Material shown Block Start
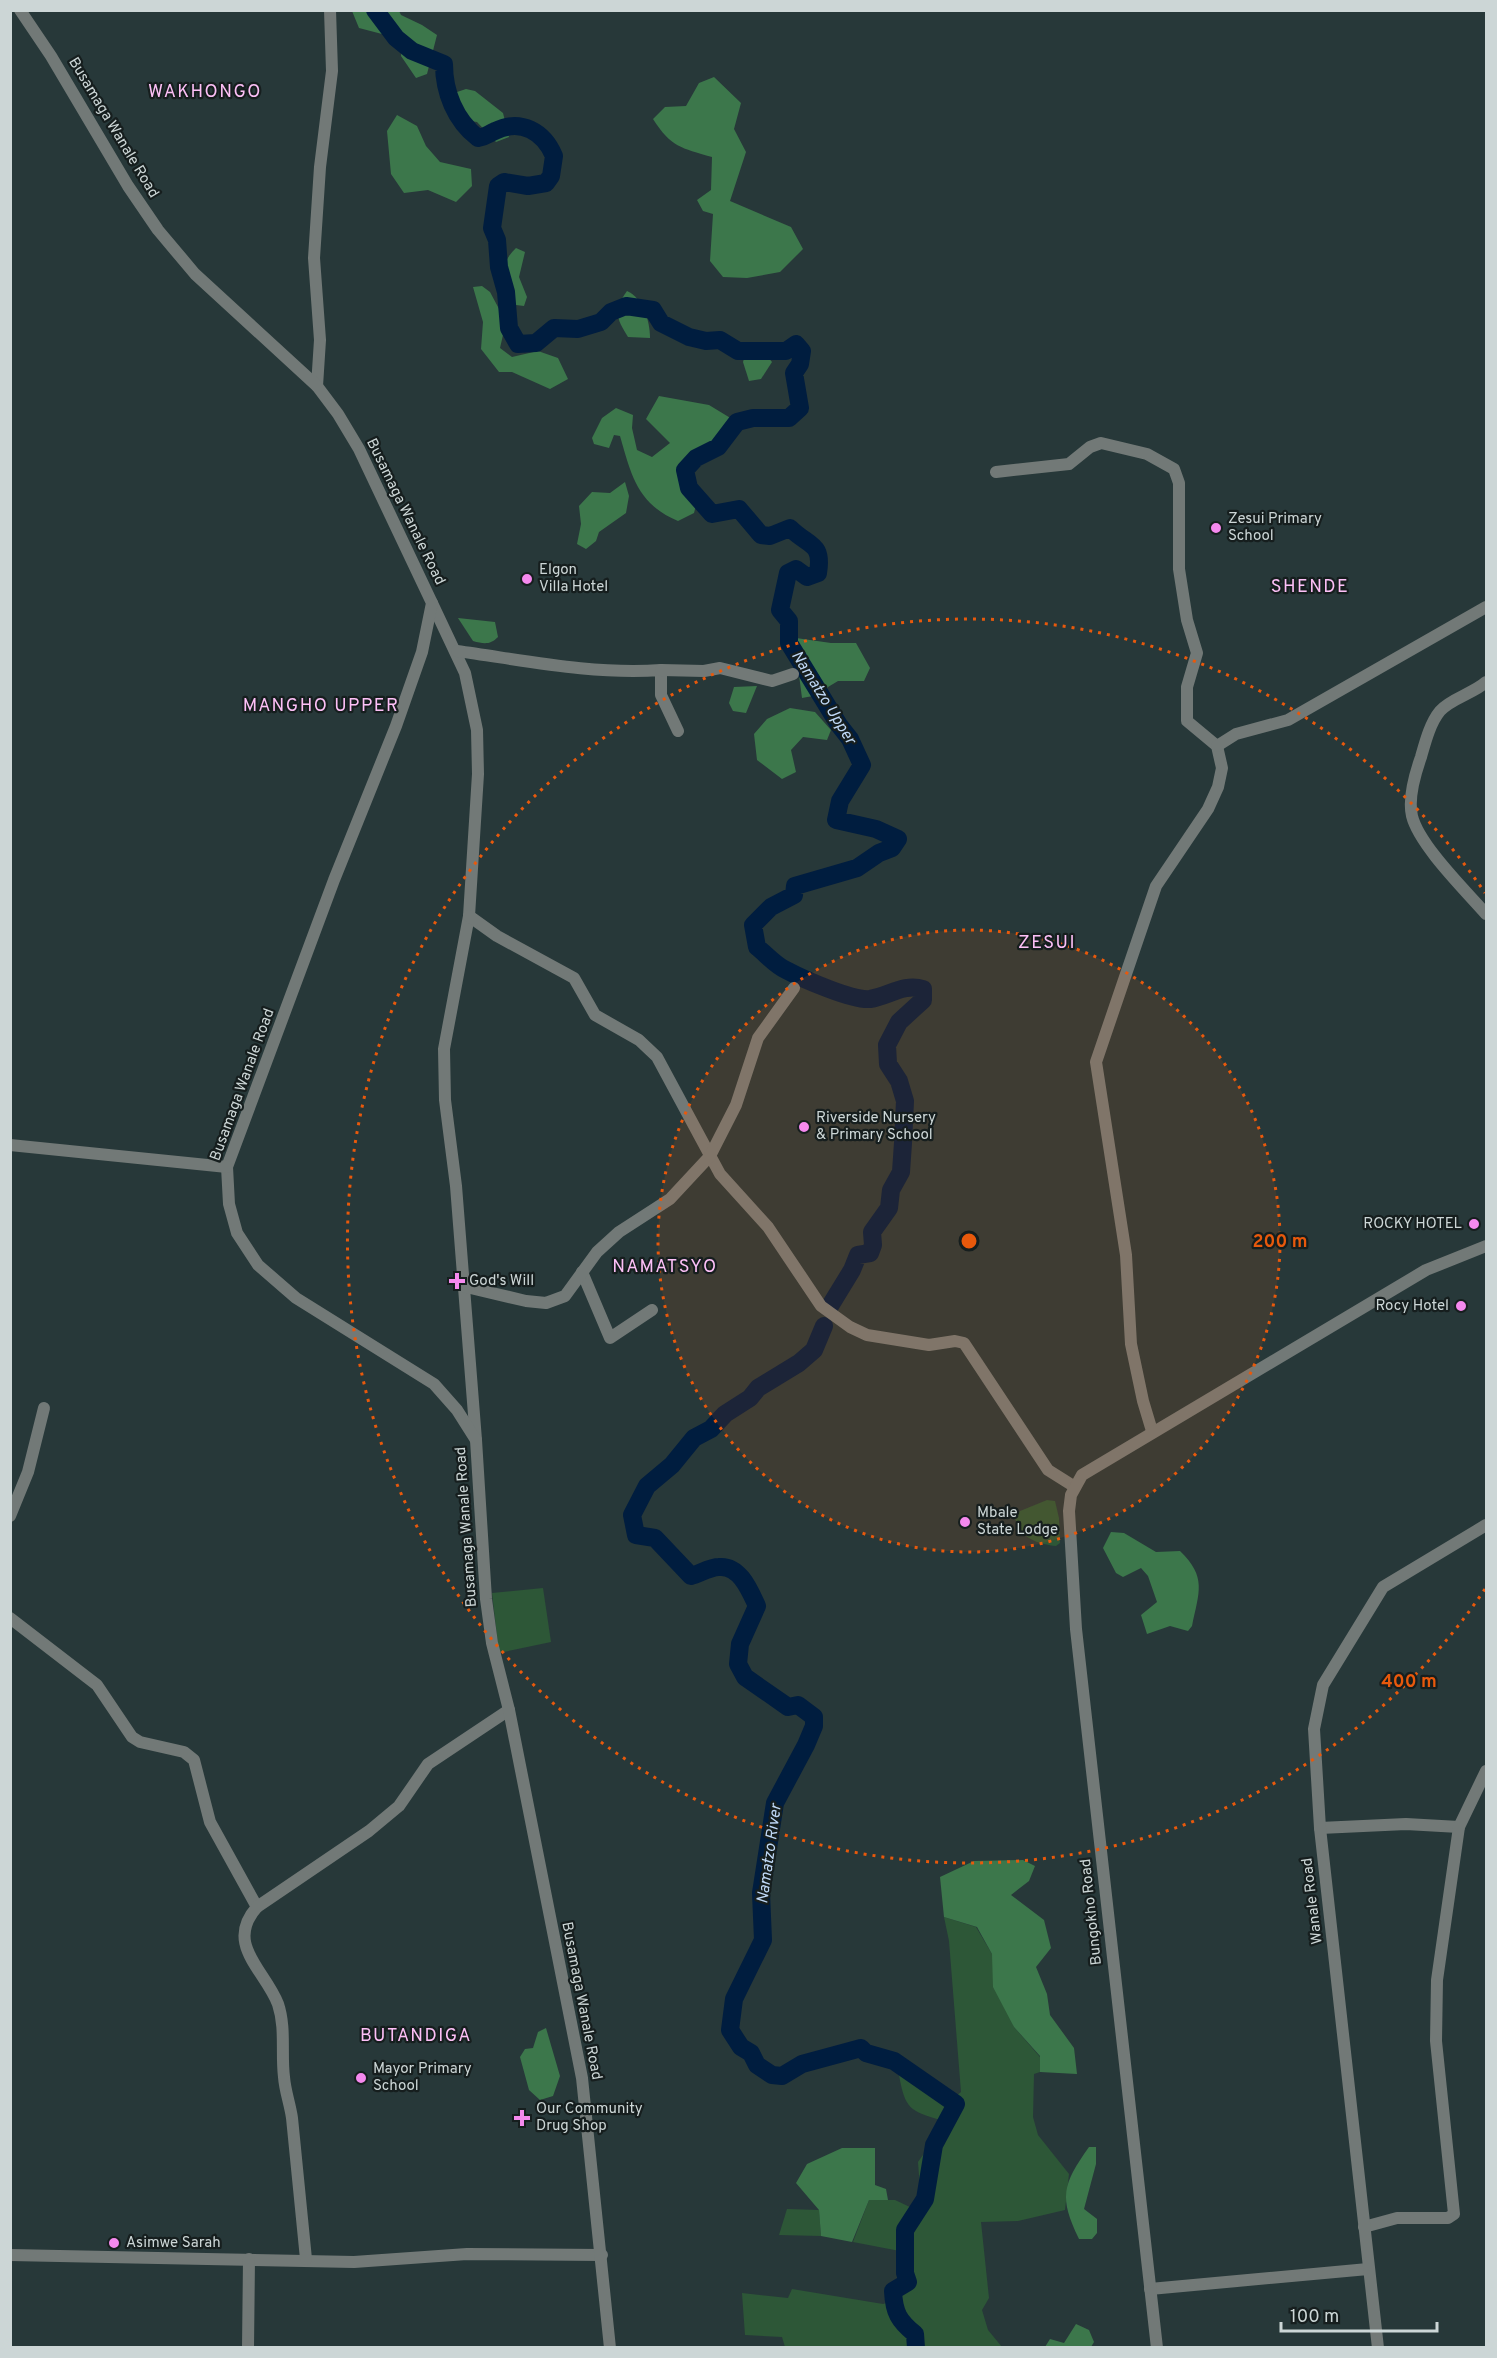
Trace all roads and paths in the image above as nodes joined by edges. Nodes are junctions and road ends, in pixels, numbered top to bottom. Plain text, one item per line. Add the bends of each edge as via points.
1 (20, 10) edge
2 (330, 10) edge
3 (317, 386) junction
4 (996, 472) dead end
5 (432, 603) junction
6 (1486, 607) edge
7 (457, 651) junction
8 (661, 670) junction
9 (793, 674) dead end
10 (1486, 682) edge
11 (678, 731) dead end
12 (1217, 746) junction
13 (1486, 914) edge
14 (469, 916) junction
15 (794, 988) dead end
16 (10, 1145) edge
17 (710, 1156) junction
18 (227, 1167) junction
19 (1486, 1246) edge
20 (582, 1272) junction
21 (462, 1286) junction
22 (652, 1310) dead end
23 (44, 1408) dead end
24 (1152, 1431) junction
25 (477, 1440) junction
26 (1075, 1487) junction
27 (10, 1516) edge
28 (1486, 1525) edge
29 (10, 1618) edge
30 (508, 1710) junction
31 (1486, 1771) edge
32 (1459, 1827) junction
33 (1320, 1828) junction
34 (257, 1907) junction
35 (1364, 2227) junction
36 (10, 2255) edge
37 (602, 2255) junction
38 (249, 2259) junction
39 (306, 2259) junction
40 (1368, 2269) junction
41 (1150, 2289) junction
42 (248, 2348) edge
43 (610, 2348) edge
44 (1157, 2348) edge
45 (1378, 2348) edge

1 - 3 street, Busamaga Wanale Road via 158,230 195,273
2 - 3 street via 332,71 314,258 320,340
3 - 5 street, Busamaga Wanale Road via 358,449
4 - 12 street via 1069,464 1101,443 1147,454 1174,469 1179,483 1179,569 1197,653 1187,687 1187,721
5 - 7 street
5 - 18 street, Busamaga Wanale Road via 422,652 396,726
6 - 12 street via 1288,720 1236,734
7 - 8 street via 610,670
7 - 14 street via 470,689 477,730
8 - 9 street via 720,668 772,681
8 - 11 street via 661,695
10 - 13 street via 1440,710 1417,770 1411,809 1425,842
12 - 24 street via 1222,768 1218,787 1208,809 1156,886 1096,1062 1126,1255 1131,1344
14 - 17 street via 574,978 595,1015 648,1048 672,1082
14 - 21 street via 444,1048
15 - 17 street via 758,1038 736,1105
16 - 18 street
17 - 20 street via 670,1199 619,1232
17 - 26 street via 731,1188 785,1249 820,1306 859,1332 875,1337 929,1345 964,1343 1048,1470
18 - 25 street, Busamaga Wanale Road via 229,1204 237,1233 258,1265 296,1298 434,1384
19 - 24 street via 1426,1270
20 - 21 street via 565,1296 546,1303
20 - 22 street via 610,1338
21 - 25 street
23 - 27 street via 22,1491
24 - 26 street, Bungokho Road via 1082,1475
25 - 30 street, Busamaga Wanale Road via 486,1599
26 - 41 street, Bungokho Road via 1069,1511 1076,1629
28 - 33 street, Wanale Road via 1383,1587 1323,1685 1314,1729
29 - 34 street via 97,1685 132,1737 184,1752 194,1760 210,1822
30 - 34 street via 428,1764 399,1806 369,1831
30 - 37 street, Busamaga Wanale Road via 582,2078
31 - 32 street
32 - 33 street via 1406,1824
32 - 35 street via 1437,1980 1436,2041 1454,2214 1448,2218 1397,2218
33 - 35 street, Wanale Road
34 - 39 street via 247,1919 244,1940 277,2003 282,2022 284,2078
35 - 40 street, Wanale Road
36 - 38 street
37 - 39 street via 467,2254 354,2262
37 - 43 street, Busamaga Wanale Road
38 - 39 street
38 - 42 street
40 - 41 street
40 - 45 street, Wanale Road
41 - 44 street, Bungokho Road

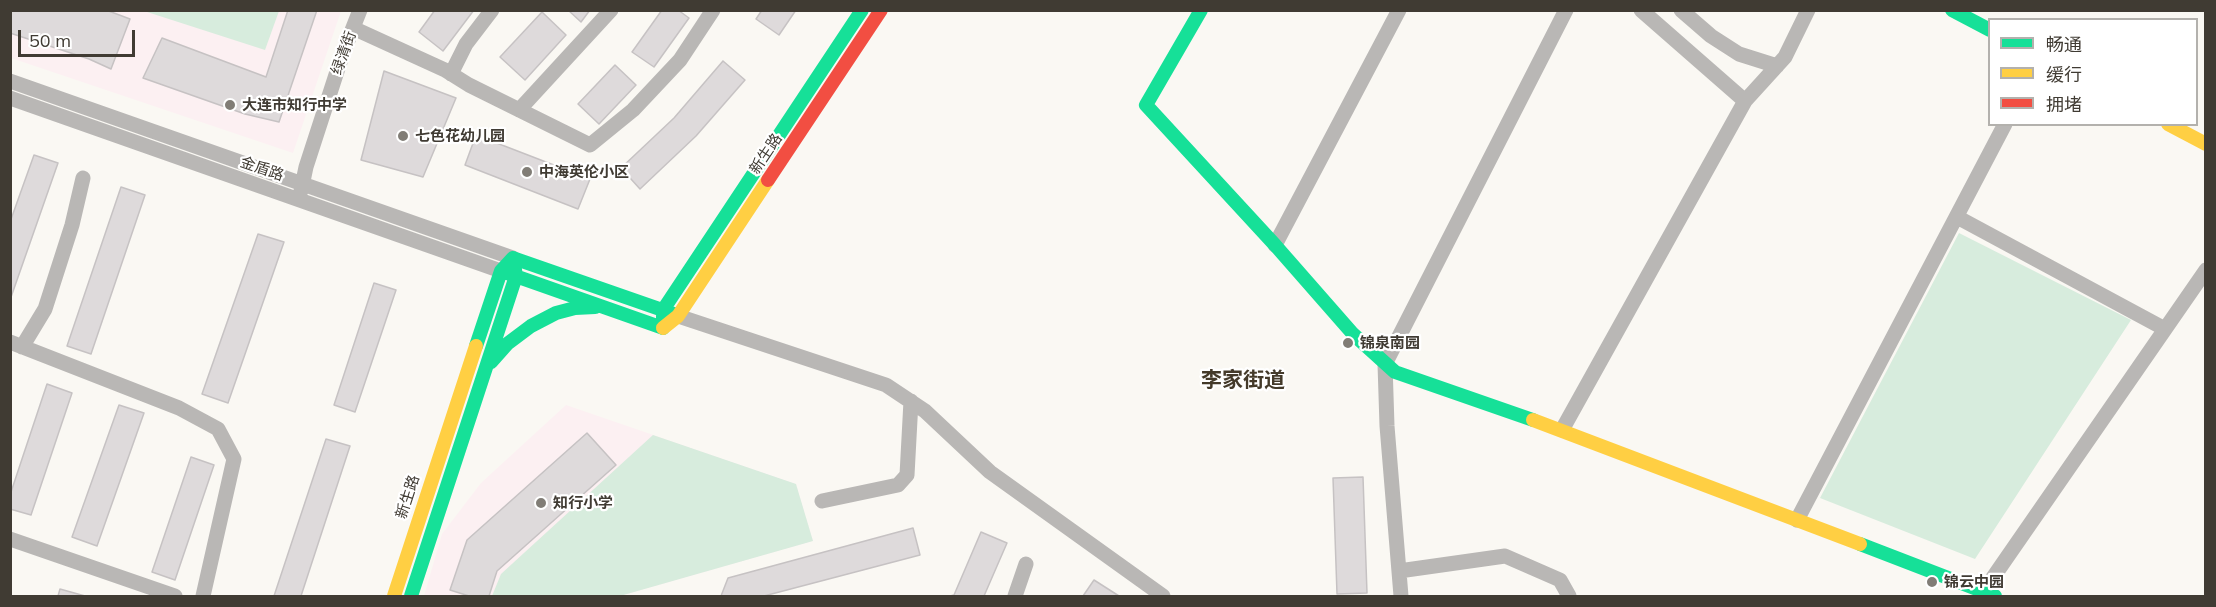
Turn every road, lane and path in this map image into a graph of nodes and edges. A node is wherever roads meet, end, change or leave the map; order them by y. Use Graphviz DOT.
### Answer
graph roads {
  1 [pos="360,10"];
  2 [pos="492,10"];
  3 [pos="611,10"];
  4 [pos="713,10"];
  5 [pos="862,10"];
  6 [pos="881,10"];
  7 [pos="1201,10"];
  8 [pos="1399,10"];
  9 [pos="1566,10"];
  10 [pos="1641,10"];
  11 [pos="1681,10"];
  12 [pos="1808,10"];
  13 [pos="1952,10"];
  14 [pos="1978,16"];
  15 [pos="353,28"];
  16 [pos="1988,29"];
  17 [pos="1776,66"];
  18 [pos="451,74"];
  19 [pos="10,81"];
  20 [pos="10,98"];
  21 [pos="1745,101"];
  22 [pos="519,110"];
  23 [pos="2004,126"];
  24 [pos="2172,126"];
  25 [pos="2205,144"];
  26 [pos="83,178"];
  27 [pos="303,184"];
  28 [pos="299,200"];
  29 [pos="1957,217"];
  30 [pos="1275,245"];
  31 [pos="513,258"];
  32 [pos="2205,270"];
  33 [pos="508,274"];
  34 [pos="600,306"];
  35 [pos="663,310"];
  36 [pos="678,316"];
  37 [pos="663,328"];
  38 [pos="2165,329"];
  39 [pos="16,344"];
  40 [pos="1385,364"];
  41 [pos="485,369"];
  42 [pos="911,401"];
  43 [pos="1562,430"];
  44 [pos="822,501"];
  45 [pos="1797,520"];
  46 [pos="10,539"];
  47 [pos="1026,564"];
  48 [pos="1399,571"];
  49 [pos="1989,594"];
  50 [pos="175,597"];
  51 [pos="203,597"];
  52 [pos="394,597"];
  53 [pos="411,597"];
  54 [pos="1015,597"];
  55 [pos="1164,597"];
  56 [pos="1401,597"];
  57 [pos="1569,597"];
  1 -- 15 [label="street, 绿清街"];
  2 -- 18 [label="street"];
  3 -- 22 [label="street"];
  4 -- 22 [label="street"];
  5 -- 35 [label="street, 新生路"];
  6 -- 36 [label="street, 新生路"];
  7 -- 30 [label="street"];
  8 -- 30 [label="street"];
  9 -- 40 [label="street"];
  10 -- 21 [label="street"];
  11 -- 17 [label="street"];
  12 -- 17 [label="street"];
  13 -- 14 [label="street"];
  14 -- 16 [label="street"];
  15 -- 18 [label="street"];
  15 -- 27 [label="street, 绿清街"];
  17 -- 21 [label="street"];
  18 -- 22 [label="street"];
  19 -- 27 [label="street, 金盾路"];
  20 -- 28 [label="street, 金盾路"];
  21 -- 43 [label="street"];
  23 -- 29 [label="street"];
  24 -- 25 [label="street"];
  26 -- 39 [label="street"];
  27 -- 28 [label="street, 绿清街"];
  27 -- 31 [label="street, 金盾路"];
  28 -- 33 [label="street, 金盾路"];
  29 -- 38 [label="street"];
  29 -- 45 [label="street"];
  30 -- 40 [label="street"];
  31 -- 33 [label="street, 新生路"];
  31 -- 35 [label="street"];
  32 -- 38 [label="street"];
  33 -- 34 [label="street"];
  33 -- 41 [label="street, 新生路"];
  33 -- 52 [label="street, 新生路"];
  34 -- 37 [label="street"];
  34 -- 41 [label="street"];
  35 -- 36 [label="street"];
  35 -- 37 [label="street"];
  36 -- 37 [label="street, 新生路"];
  36 -- 42 [label="street"];
  38 -- 49 [label="street"];
  39 -- 51 [label="street"];
  40 -- 43 [label="street"];
  40 -- 48 [label="street"];
  41 -- 53 [label="street, 新生路"];
  42 -- 44 [label="street"];
  42 -- 55 [label="street"];
  43 -- 45 [label="street"];
  45 -- 49 [label="street"];
  46 -- 50 [label="street"];
  47 -- 54 [label="street"];
  48 -- 56 [label="street"];
  48 -- 57 [label="street"];
}
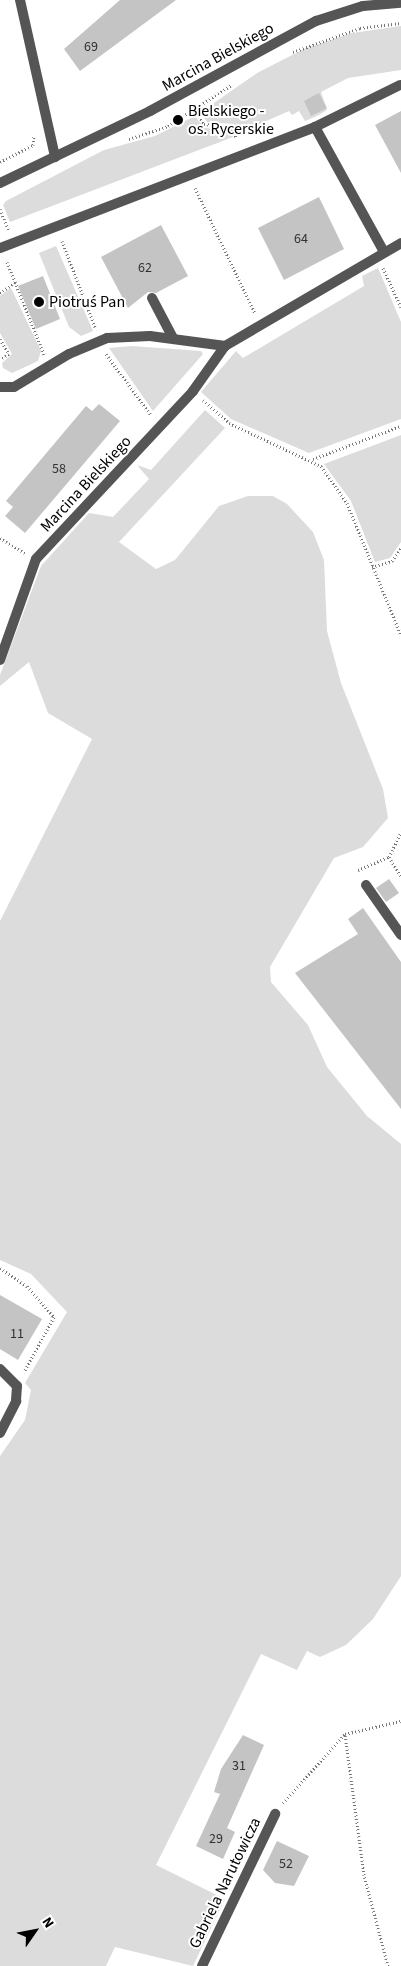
Material shown Block End
» **What the task asks**
Indicate the number of lines in the data above that contain the string "Busamaga", without any additional text.

» **Answer space**
7